Итого тринадцать дней беспрерывных боев. Затем следует переброска дивизии на левый фланг для ликвидации прорывов в Кипени и Волосове. И все – без отдыха. Жутко подумать, на что способен может быть человек!
Купол Святого Исаакия Далматского
В день вступления Северо-Западной армии в Гатчину высшее командование дает приказ начальнику 3-й дивизии генералу Ветренко: свернуть немедленно на восток, идти форсированным маршем вдоль ветки, соединяющей Гатчину с Николаевской железной дорогой, и, достигнув станции Тосно, привести в негодность Николаевскую дорогу, дабы прервать сообщение Москва – Петербург.
Ветренко ослушался прямого приказа. Он продвигается к северу на правом фланге, подпирает слегка наступление Перемикина, затем под прикрытием 2-й армии уклоняется вправо, чтобы занять Павловск. На тревожный телеграфный запрос штаба он отвечает, что дорога Гатчина – Тосно испорчена дождями и что Павловск им необходимо взять в целях тактических. Совсем непонятно, почему Главнокомандующий не приказал расстрелять Ветренко и не бросил на Тосно другую часть; вернее всего предположить, что под руками не было резервов.
Но упустили время. Троцкий с дьявольской энергией швырял из Москвы эшелон за эшелоном отряды красных курсантов, коммунистов, матросов, сильную артиллерию, башкиров… Разведка Талабского полка по распоряжению Перемикина быстро пробралась к Тосно. Но было уже поздно. Подступы к станции были сплошь забаррикадированы красными войсками.
Северозападники склонны объяснить непростительный поступок Ветренко его героическим и честолюбивым стремлением ворваться первым в Петербург. Сомневаюсь. Офицер Генерального штаба должен был понимать, что его упущение дало красным возможность усилить свою армию вдвое, да еще прекрасным боевым материалом. Более, чем множество других печальных обстоятельств, – его преступление было главной причиной неудачи наступления на Петербург.

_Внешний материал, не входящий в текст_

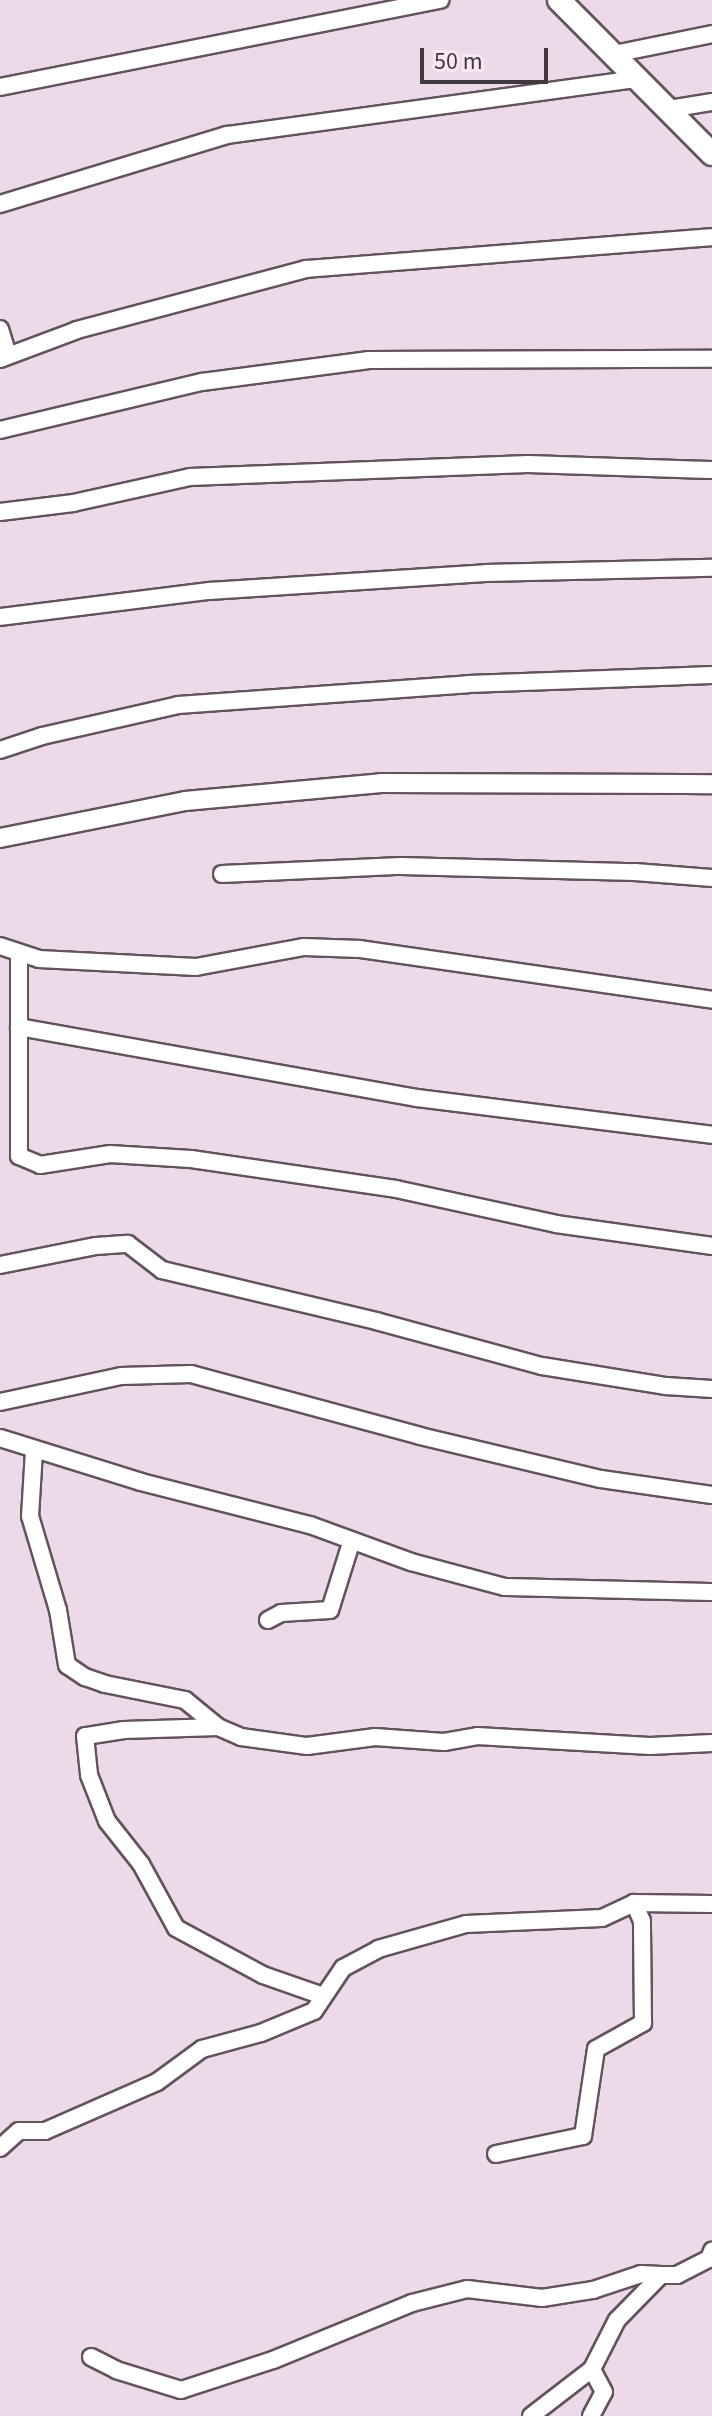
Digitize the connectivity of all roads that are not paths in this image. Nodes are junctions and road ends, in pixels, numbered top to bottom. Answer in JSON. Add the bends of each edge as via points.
{"nodes":[{"id":1,"x":440,"y":0,"type":"edge"},
{"id":2,"x":559,"y":0,"type":"edge"},
{"id":3,"x":712,"y":34,"type":"edge"},
{"id":4,"x":614,"y":54,"type":"junction"},
{"id":5,"x":638,"y":79,"type":"junction"},
{"id":6,"x":0,"y":87,"type":"edge"},
{"id":7,"x":712,"y":102,"type":"edge"},
{"id":8,"x":669,"y":109,"type":"junction"},
{"id":9,"x":712,"y":154,"type":"edge"},
{"id":10,"x":0,"y":204,"type":"edge"},
{"id":11,"x":712,"y":237,"type":"edge"},
{"id":12,"x":0,"y":329,"type":"edge"},
{"id":13,"x":4,"y":357,"type":"edge"},
{"id":14,"x":712,"y":359,"type":"edge"},
{"id":15,"x":0,"y":430,"type":"edge"},
{"id":16,"x":712,"y":470,"type":"edge"},
{"id":17,"x":0,"y":512,"type":"edge"},
{"id":18,"x":712,"y":568,"type":"edge"},
{"id":19,"x":0,"y":617,"type":"edge"},
{"id":20,"x":712,"y":675,"type":"edge"},
{"id":21,"x":0,"y":750,"type":"edge"},
{"id":22,"x":712,"y":784,"type":"edge"},
{"id":23,"x":0,"y":838,"type":"edge"},
{"id":24,"x":222,"y":874,"type":"dead end"},
{"id":25,"x":712,"y":878,"type":"edge"},
{"id":26,"x":0,"y":946,"type":"edge"},
{"id":27,"x":19,"y":954,"type":"junction"},
{"id":28,"x":712,"y":1000,"type":"edge"},
{"id":29,"x":19,"y":1027,"type":"junction"},
{"id":30,"x":712,"y":1135,"type":"edge"},
{"id":31,"x":712,"y":1246,"type":"edge"},
{"id":32,"x":0,"y":1265,"type":"edge"},
{"id":33,"x":712,"y":1389,"type":"edge"},
{"id":34,"x":0,"y":1402,"type":"edge"},
{"id":35,"x":0,"y":1438,"type":"edge"},
{"id":36,"x":34,"y":1451,"type":"junction"},
{"id":37,"x":712,"y":1495,"type":"edge"},
{"id":38,"x":352,"y":1540,"type":"junction"},
{"id":39,"x":712,"y":1592,"type":"edge"},
{"id":40,"x":268,"y":1620,"type":"dead end"},
{"id":41,"x":218,"y":1727,"type":"junction"},
{"id":42,"x":712,"y":1743,"type":"edge"},
{"id":43,"x":634,"y":1903,"type":"junction"},
{"id":44,"x":712,"y":1904,"type":"edge"},
{"id":45,"x":323,"y":1996,"type":"junction"},
{"id":46,"x":0,"y":2148,"type":"edge"},
{"id":47,"x":496,"y":2154,"type":"dead end"},
{"id":48,"x":712,"y":2251,"type":"edge"},
{"id":49,"x":661,"y":2275,"type":"junction"},
{"id":50,"x":91,"y":2357,"type":"dead end"},
{"id":51,"x":592,"y":2369,"type":"junction"},
{"id":52,"x":531,"y":2416,"type":"edge"},
{"id":53,"x":591,"y":2416,"type":"edge"}],
"edges":[{"from":1,"to":6,"type":"street"},
{"from":2,"to":4,"type":"main road"},
{"from":3,"to":4,"type":"street"},
{"from":4,"to":5,"type":"main road"},
{"from":5,"to":8,"type":"main road"},
{"from":5,"to":10,"type":"street","via":[[227,135]]},
{"from":7,"to":8,"type":"street"},
{"from":8,"to":9,"type":"main road"},
{"from":11,"to":13,"type":"street","via":[[306,269],[77,330]]},
{"from":12,"to":13,"type":"street"},
{"from":14,"to":15,"type":"street","via":[[368,360],[202,382]]},
{"from":16,"to":17,"type":"street","via":[[528,464],[190,477],[73,503]]},
{"from":18,"to":19,"type":"street","via":[[485,573],[209,591]]},
{"from":20,"to":21,"type":"street","via":[[468,684],[178,705]]},
{"from":22,"to":23,"type":"street","via":[[381,783],[185,801]]},
{"from":24,"to":25,"type":"street","via":[[401,866]]},
{"from":26,"to":27,"type":"street"},
{"from":27,"to":28,"type":"street","via":[[196,967],[304,947],[360,949]]},
{"from":27,"to":29,"type":"street"},
{"from":29,"to":30,"type":"street","via":[[417,1098]]},
{"from":29,"to":31,"type":"street","via":[[19,1156],[40,1165],[110,1154],[191,1159],[396,1189],[556,1224]]},
{"from":32,"to":33,"type":"street","via":[[128,1244],[162,1270],[542,1366]]},
{"from":34,"to":37,"type":"street","via":[[121,1376],[191,1374],[571,1472]]},
{"from":35,"to":36,"type":"street"},
{"from":36,"to":38,"type":"street"},
{"from":36,"to":41,"type":"street","via":[[30,1516],[58,1610],[67,1665],[105,1684],[185,1700]]},
{"from":38,"to":39,"type":"street","via":[[505,1587]]},
{"from":38,"to":40,"type":"street","via":[[330,1610],[281,1613]]},
{"from":41,"to":42,"type":"street","via":[[241,1737],[293,1746],[375,1737],[444,1742],[477,1736],[650,1746]]},
{"from":41,"to":45,"type":"street","via":[[85,1736],[89,1775],[107,1821],[141,1864],[176,1928],[263,1975]]},
{"from":43,"to":44,"type":"street"},
{"from":43,"to":45,"type":"street","via":[[602,1918],[466,1924],[378,1949],[343,1968]]},
{"from":43,"to":47,"type":"street","via":[[642,1921],[643,2023],[596,2049],[583,2136]]},
{"from":45,"to":46,"type":"street","via":[[314,2011],[202,2049],[157,2082],[45,2131],[19,2131]]},
{"from":48,"to":49,"type":"street","via":[[709,2259],[677,2275]]},
{"from":49,"to":50,"type":"street","via":[[641,2274],[593,2290],[542,2298],[467,2289],[412,2303],[273,2360],[181,2390]]},
{"from":49,"to":51,"type":"street","via":[[617,2320]]},
{"from":51,"to":52,"type":"street"},
{"from":51,"to":53,"type":"street","via":[[604,2392]]}]}
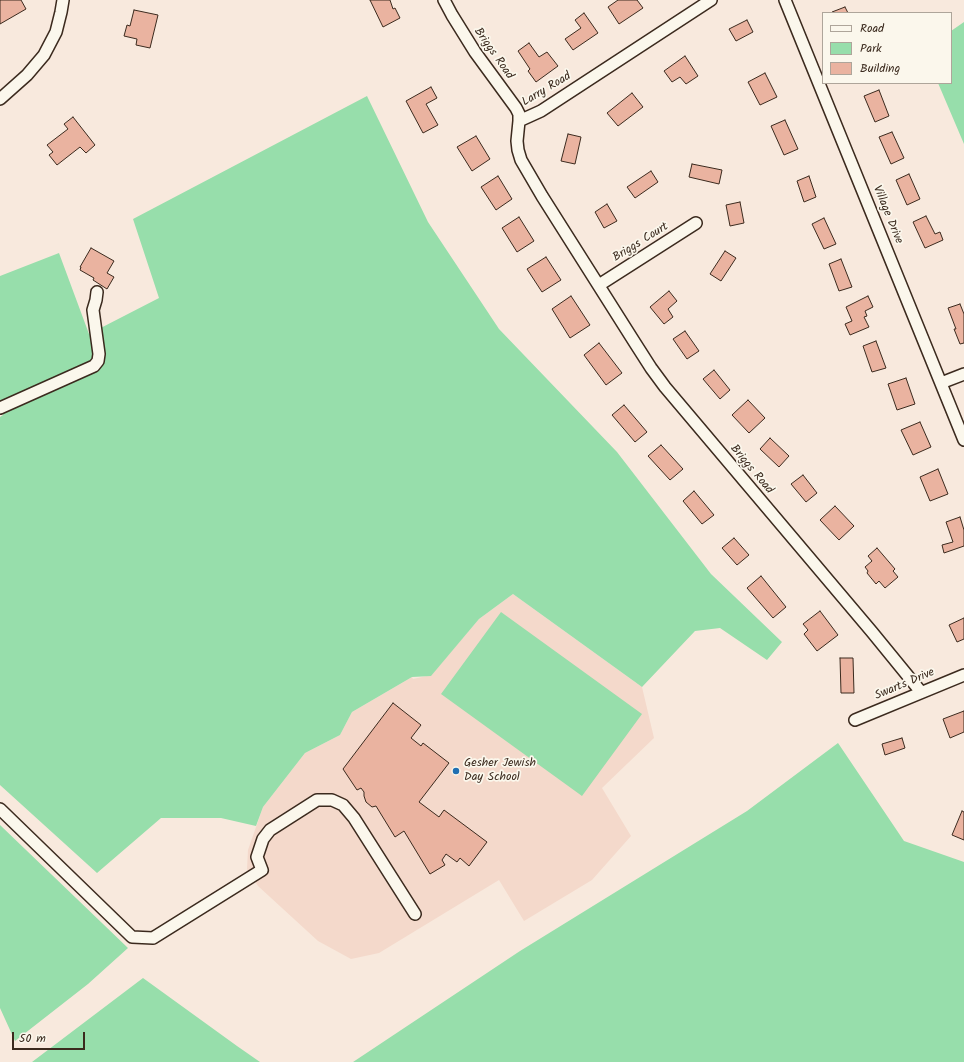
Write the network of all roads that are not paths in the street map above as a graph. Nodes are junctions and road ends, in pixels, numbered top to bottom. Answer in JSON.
{"nodes":[{"id":1,"x":62,"y":0,"type":"edge"},
{"id":2,"x":444,"y":0,"type":"edge"},
{"id":3,"x":712,"y":0,"type":"edge"},
{"id":4,"x":784,"y":0,"type":"edge"},
{"id":5,"x":0,"y":100,"type":"edge"},
{"id":6,"x":519,"y":121,"type":"junction"},
{"id":7,"x":696,"y":223,"type":"dead end"},
{"id":8,"x":578,"y":252,"type":"joint"},
{"id":9,"x":599,"y":285,"type":"junction"},
{"id":10,"x":97,"y":292,"type":"dead end"},
{"id":11,"x":964,"y":374,"type":"edge"},
{"id":12,"x":941,"y":383,"type":"junction"},
{"id":13,"x":0,"y":408,"type":"edge"},
{"id":14,"x":964,"y":440,"type":"edge"},
{"id":15,"x":964,"y":675,"type":"edge"},
{"id":16,"x":921,"y":692,"type":"junction"},
{"id":17,"x":855,"y":720,"type":"dead end"},
{"id":18,"x":0,"y":810,"type":"edge"},
{"id":19,"x":415,"y":914,"type":"dead end"}],
"edges":[{"from":1,"to":5,"type":"street"},
{"from":2,"to":6,"type":"street","name":"Briggs Road"},
{"from":3,"to":6,"type":"street","name":"Larry Road"},
{"from":4,"to":12,"type":"street","name":"Village Drive"},
{"from":6,"to":8,"type":"street","name":"Larry Road"},
{"from":7,"to":9,"type":"street","name":"Briggs Court"},
{"from":8,"to":9,"type":"street","name":"Briggs Road"},
{"from":9,"to":16,"type":"street","name":"Briggs Road"},
{"from":10,"to":13,"type":"street"},
{"from":11,"to":12,"type":"street"},
{"from":12,"to":14,"type":"street","name":"Village Drive"},
{"from":15,"to":16,"type":"street","name":"Swarts Drive"},
{"from":16,"to":17,"type":"street","name":"Swarts Drive"},
{"from":18,"to":19,"type":"street"}]}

Товарищеское мнение смягчило его вину, ибо «мертвые сраму не имут», а Ветренко, по слухам, скончался от тифа. А между тем впоследствии оказалось, что Ветренко не только выздоровел, но с женой и малолетним сыном перешел к большевикам. Таким образом, если даже 18 октября он и не замышлял измены и предательства, то, во всяком случае, его поведение в эту пору явилось для большевиков громадной услугой, а для него самого козырным тузом.
Утром я сидел по делу у бессонного капитана Ааврова. При мне пришел в комендантскую молодой офицер 1-й роты Талабского полка, посланный в штаб с донесением. Он торопился обратно в полк и забежал всего на секунду пожать руку старому командиру. Он был высокий, рыжеватый, полный, с круглым, потным, безволосым лицом. Глаза его сияли веселым, рыжим – нет, даже золотым светом, и говорил он с таким радостным возбуждением, что на губах у него вскакивали и лопались пузыри.
– Понимаете, господин капитан. Средняя Рогатка… – говорил он, еще задыхаясь от бега, – это на север к Пулкову. Стрелок мне кричит: смотрите, смотрите, господин поручик, кумпол! кумпол! Я смотрю за его пальцем… а солнце только-только стало восходить… Гляжу, – батюшки мои, господи! – действительно, блестит купол Исаакия, он, милый, единственный на свете. Здания не видно, а купол так и светит, так и переливается, так и дрожит в воздухе.
– Не ошиблись ли, поручик? – спросил Лавров.
– О! Мне ошибиться, что вы! Я с третьего класса Пажеского знаю его как родного. Он, он, красавец. Купол святого Далматского! Господи, как хорошо!
Он перекрестился. Встал с дивана длинный Лавров. Сделал то же и я.